**YOUR ASSIGNMENT**
Print the records below exactly as they appear. Omit all pictures.

**RECORDS SHOWN**

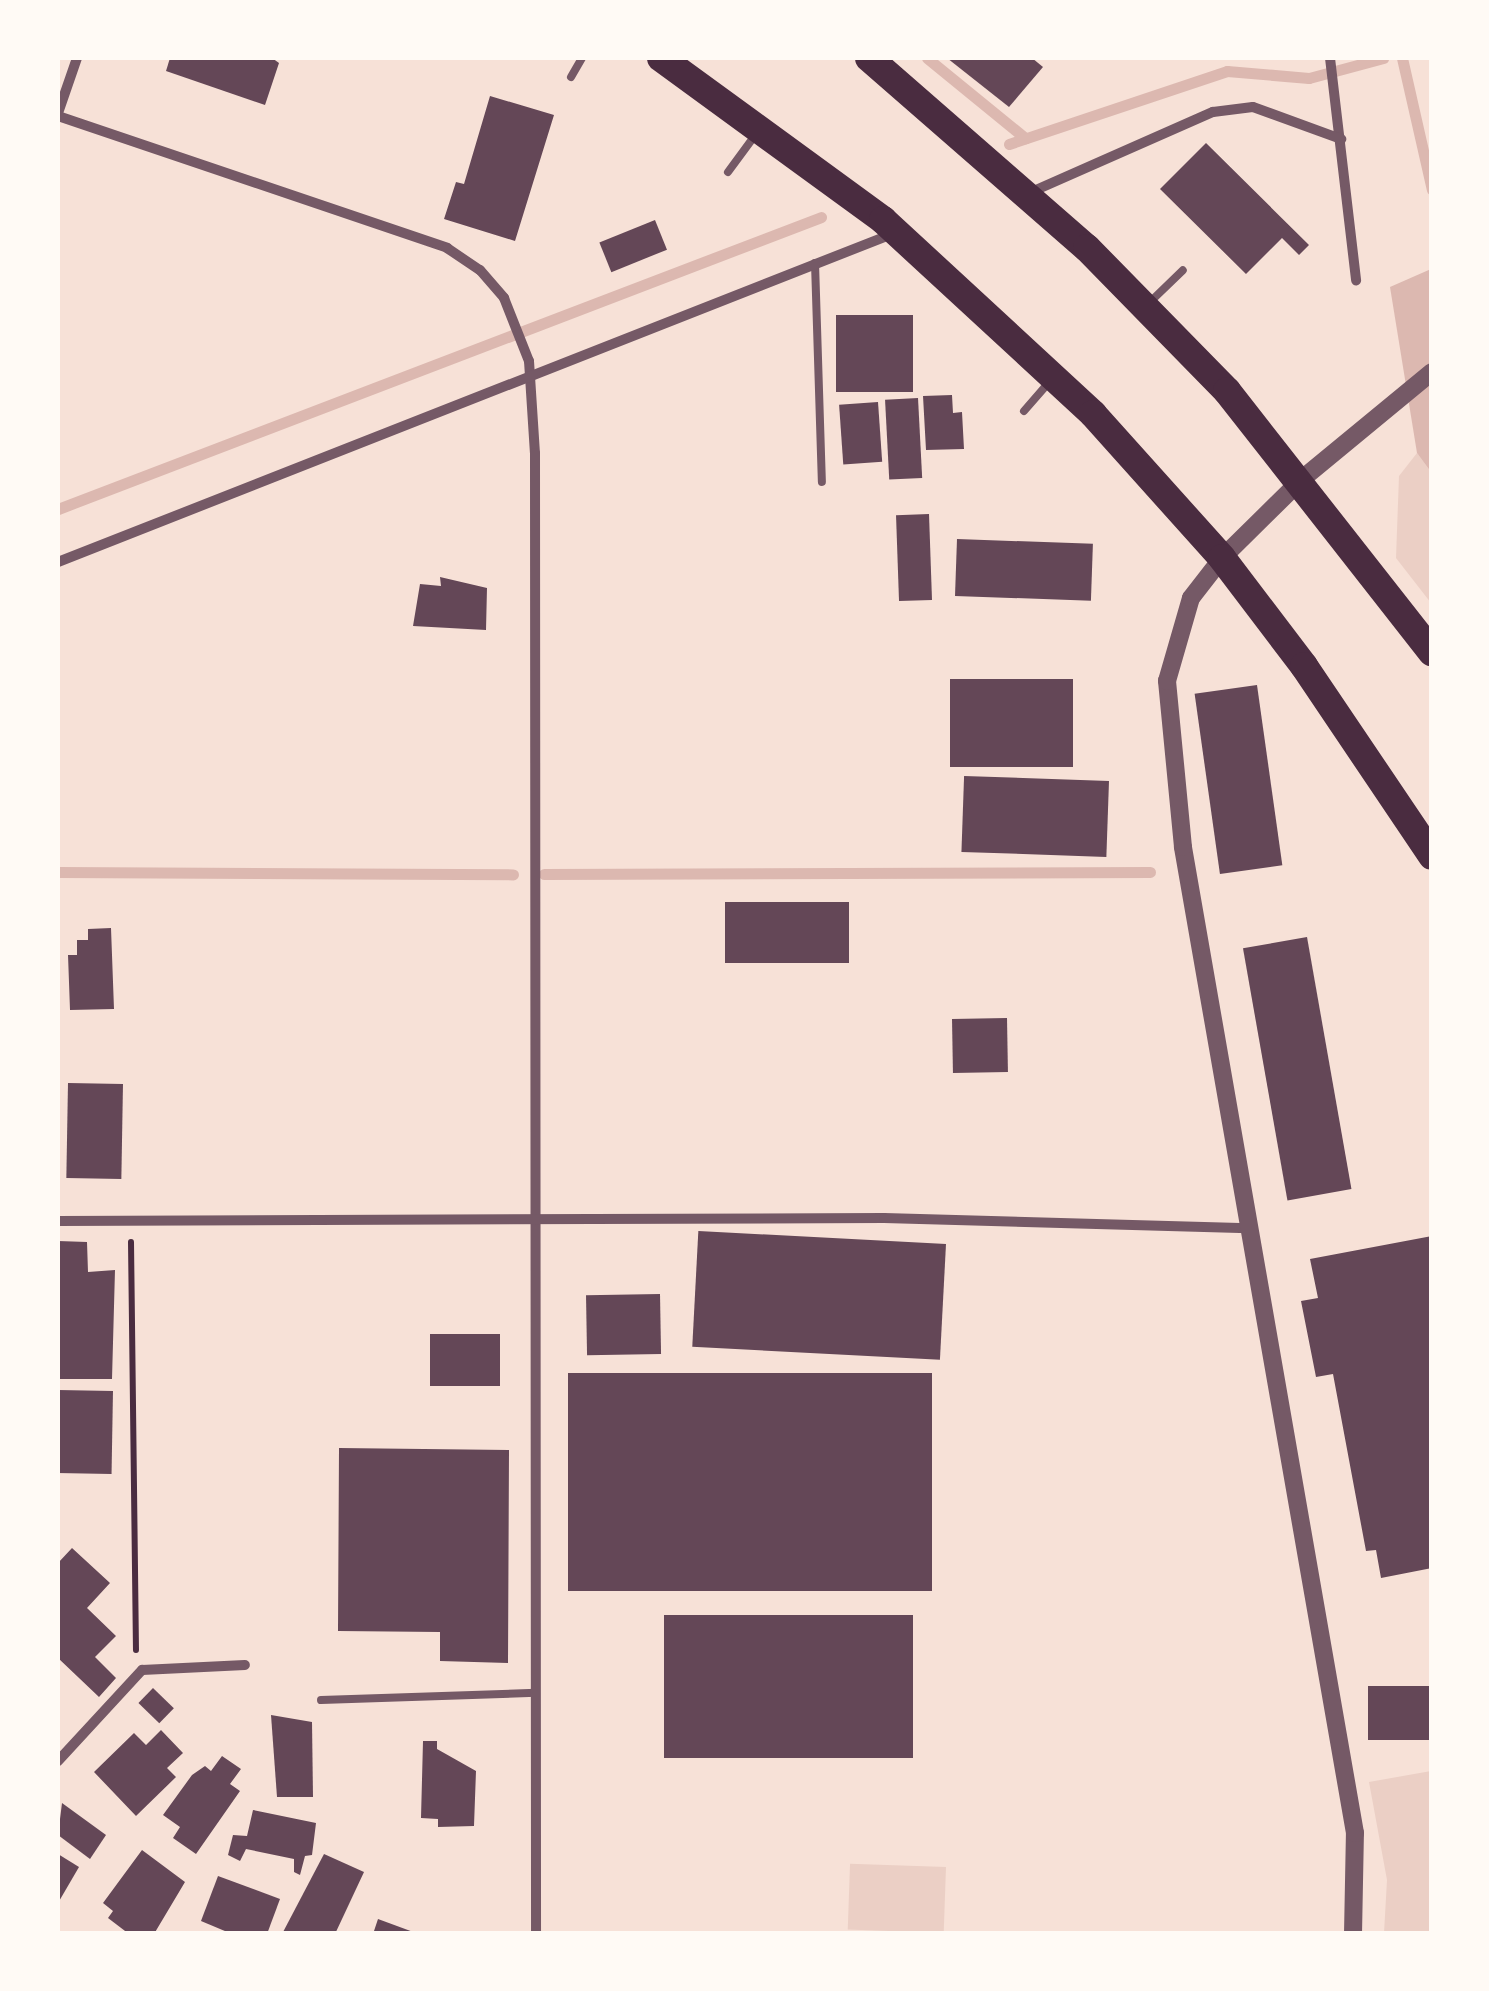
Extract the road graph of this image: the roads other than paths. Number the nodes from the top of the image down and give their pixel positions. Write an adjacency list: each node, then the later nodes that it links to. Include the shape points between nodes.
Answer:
1 (76, 58): 7 (street)
2 (582, 58): 6 (lane)
3 (661, 58): 8 (highway)
4 (869, 58): 11 (highway)
5 (1330, 58): 9 (street)
6 (571, 76)
7 (58, 114): 19 (street, via 447,248 480,270 510,311)
8 (762, 127): 10 (lane); 12 (highway)
9 (1342, 138): 11 (street, via 1254,107 1213,112); 15 (street)
10 (728, 172)
11 (1028, 194): 16 (highway)
12 (898, 232): 13 (street); 18 (highway)
13 (815, 264): 19 (street); 22 (lane)
14 (1183, 270): 16 (lane)
15 (1356, 280)
16 (1146, 306): 21 (highway)
17 (1432, 372): 21 (street)
18 (1055, 375): 20 (lane); 23 (highway)
19 (532, 376): 24 (street); 27 (street)
20 (1024, 411)
21 (1302, 479): 23 (street); 25 (highway)
22 (822, 482)
23 (1222, 558): 26 (highway); 29 (street, via 1191,598 1168,682 1184,847)
24 (58, 562)
25 (1432, 652)
26 (1432, 856)
27 (536, 1220): 28 (street); 29 (street, via 884,1218); 31 (street)
28 (58, 1221)
29 (1249, 1228): 35 (street, via 1354,1833)
30 (244, 1665): 33 (street, via 142,1670)
31 (536, 1693): 32 (lane); 34 (street)
32 (321, 1700)
33 (58, 1761)
34 (536, 1934)
35 (1353, 1934)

**TASK RESPONSE**
Extract the road graph of this image: the roads other than paths. Number the nodes from the top of the image down and give their pixel positions. Write an adjacency list: each node, then the later nodes that it links to. Include the shape points between nodes.
Answer:
1 (76, 58): 7 (street)
2 (582, 58): 6 (lane)
3 (661, 58): 8 (highway)
4 (869, 58): 11 (highway)
5 (1330, 58): 9 (street)
6 (571, 76)
7 (58, 114): 19 (street, via 447,248 480,270 510,311)
8 (762, 127): 10 (lane); 12 (highway)
9 (1342, 138): 11 (street, via 1254,107 1213,112); 15 (street)
10 (728, 172)
11 (1028, 194): 16 (highway)
12 (898, 232): 13 (street); 18 (highway)
13 (815, 264): 19 (street); 22 (lane)
14 (1183, 270): 16 (lane)
15 (1356, 280)
16 (1146, 306): 21 (highway)
17 (1432, 372): 21 (street)
18 (1055, 375): 20 (lane); 23 (highway)
19 (532, 376): 24 (street); 27 (street)
20 (1024, 411)
21 (1302, 479): 23 (street); 25 (highway)
22 (822, 482)
23 (1222, 558): 26 (highway); 29 (street, via 1191,598 1168,682 1184,847)
24 (58, 562)
25 (1432, 652)
26 (1432, 856)
27 (536, 1220): 28 (street); 29 (street, via 884,1218); 31 (street)
28 (58, 1221)
29 (1249, 1228): 35 (street, via 1354,1833)
30 (244, 1665): 33 (street, via 142,1670)
31 (536, 1693): 32 (lane); 34 (street)
32 (321, 1700)
33 (58, 1761)
34 (536, 1934)
35 (1353, 1934)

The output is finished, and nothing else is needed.